Но ты, Джо Ханбек, частный сыщик, слишком хорошо знаешь, что это ненадолго. Завтра снова заработает радиоприемник, сообщая новую порцию кровавых событий, завтра новое убийство всколыхнет город — и ты опять пойдешь туда, чтобы освободить мир от этой сволочи, и все равно, избавившись от одного, другого, третьего — ты не избавишься от всех. А потому — не быть тебе спокойным, Джо Ханбек, не быть тебе спокойным никогда, покуда ты живешь.

И поэтому надо собрать волю и нервы в кулак и суметь улыбнуться в лицо завтрашнему дню. Улыбнуться всем этим мерзавцам и подонкам, всем этим ублюдкам, чтобы они знали, что имеют дело с таким же, как они сами, — а потому таким же злобным и беспощадным.

Заработал мотор. Темная фигурка Дерен отделилась от машины и замахала рукой:

— Папа! Почему ты не идешь, давай скорее! А то уедем без тебя!

— Куда вы без меня уедете, — тихо сказал Джо. — Вы же знаете, что только я могу вас спасти.

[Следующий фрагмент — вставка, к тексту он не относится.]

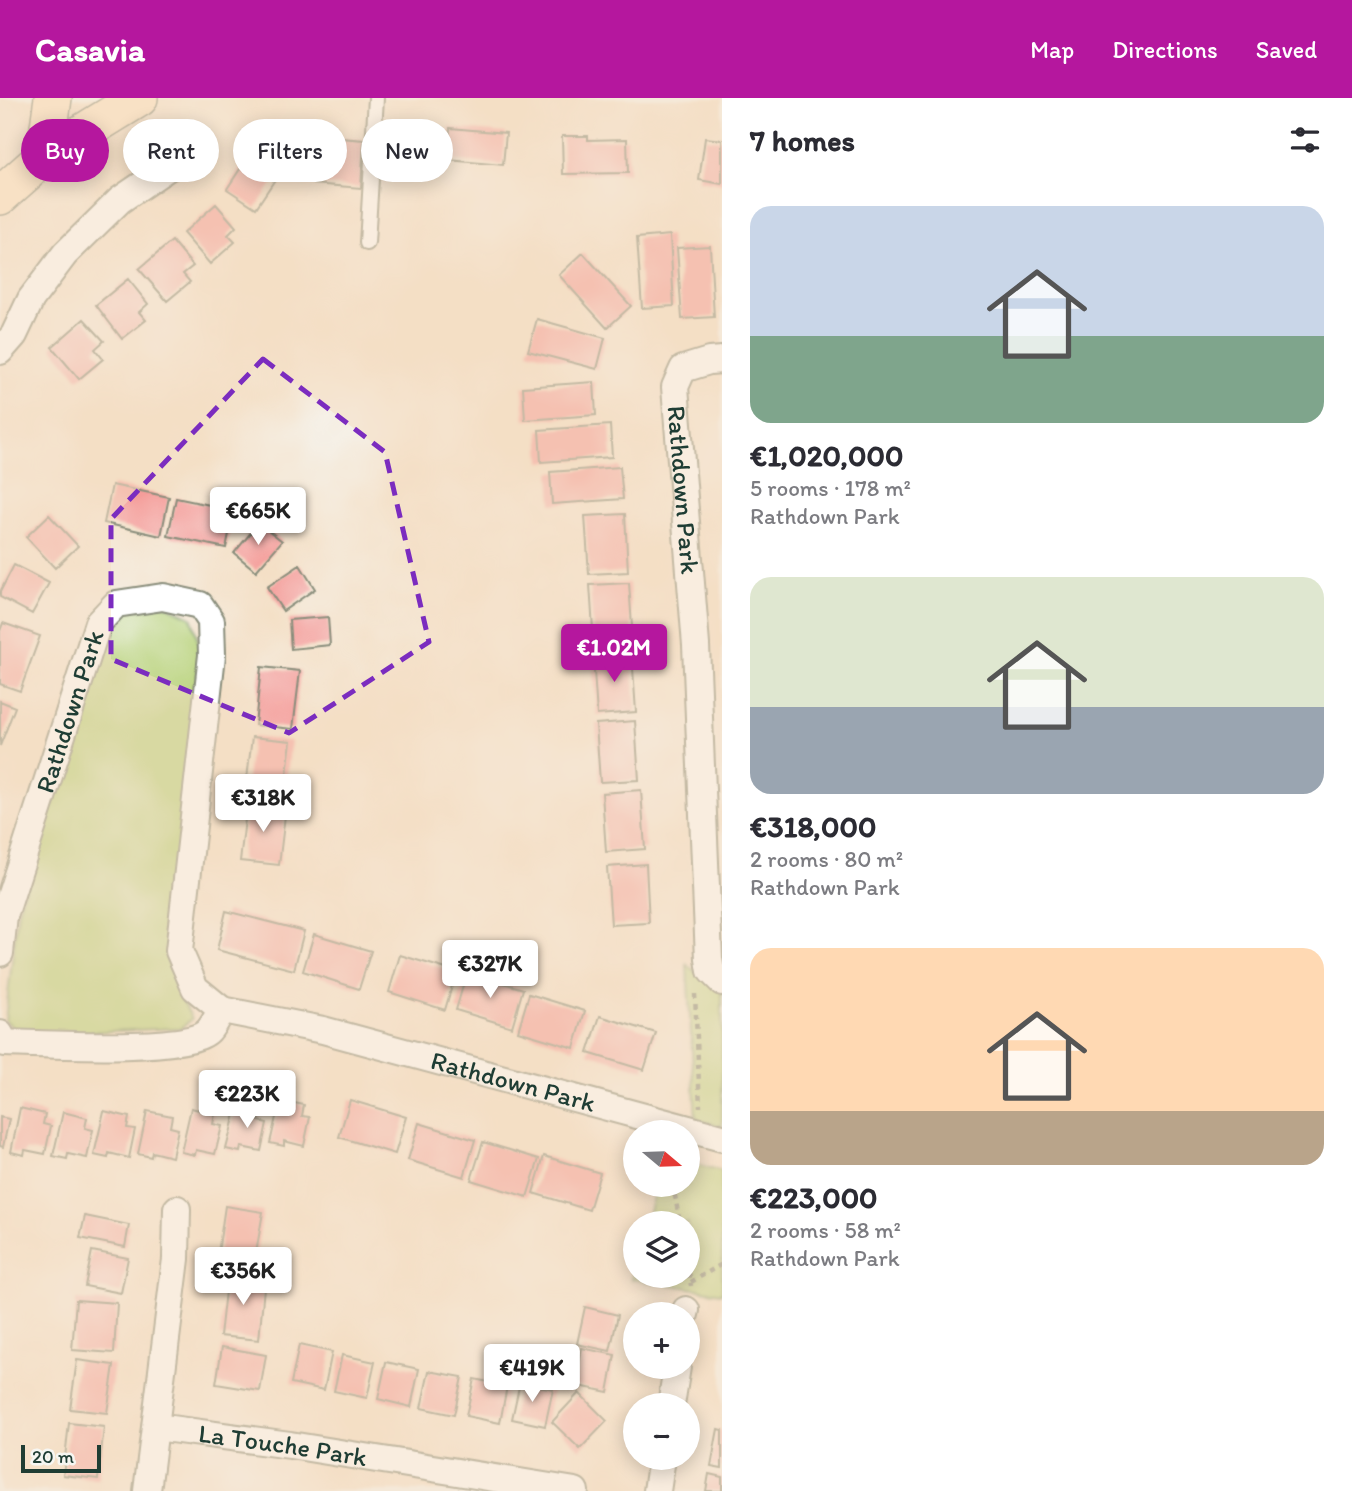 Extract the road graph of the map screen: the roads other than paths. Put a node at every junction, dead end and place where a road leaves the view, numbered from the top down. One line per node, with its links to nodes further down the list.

Он еще раз посмотрел на недвижный «Колизей», во тьму окрестных улиц, обманчиво тихих — но в их глубине замерла опасность. И с этой опасностью надо бороться. Но не бояться ее, а, наоборот, улыбаться, весело скалить зубы — и только так можно победить.

Джо Ханбек швырнул окурок в темноту и сказал себе: — Все хорошо. Все будет хорошо. Улыбнись, ублюдок, и тебе никто не будет страшен.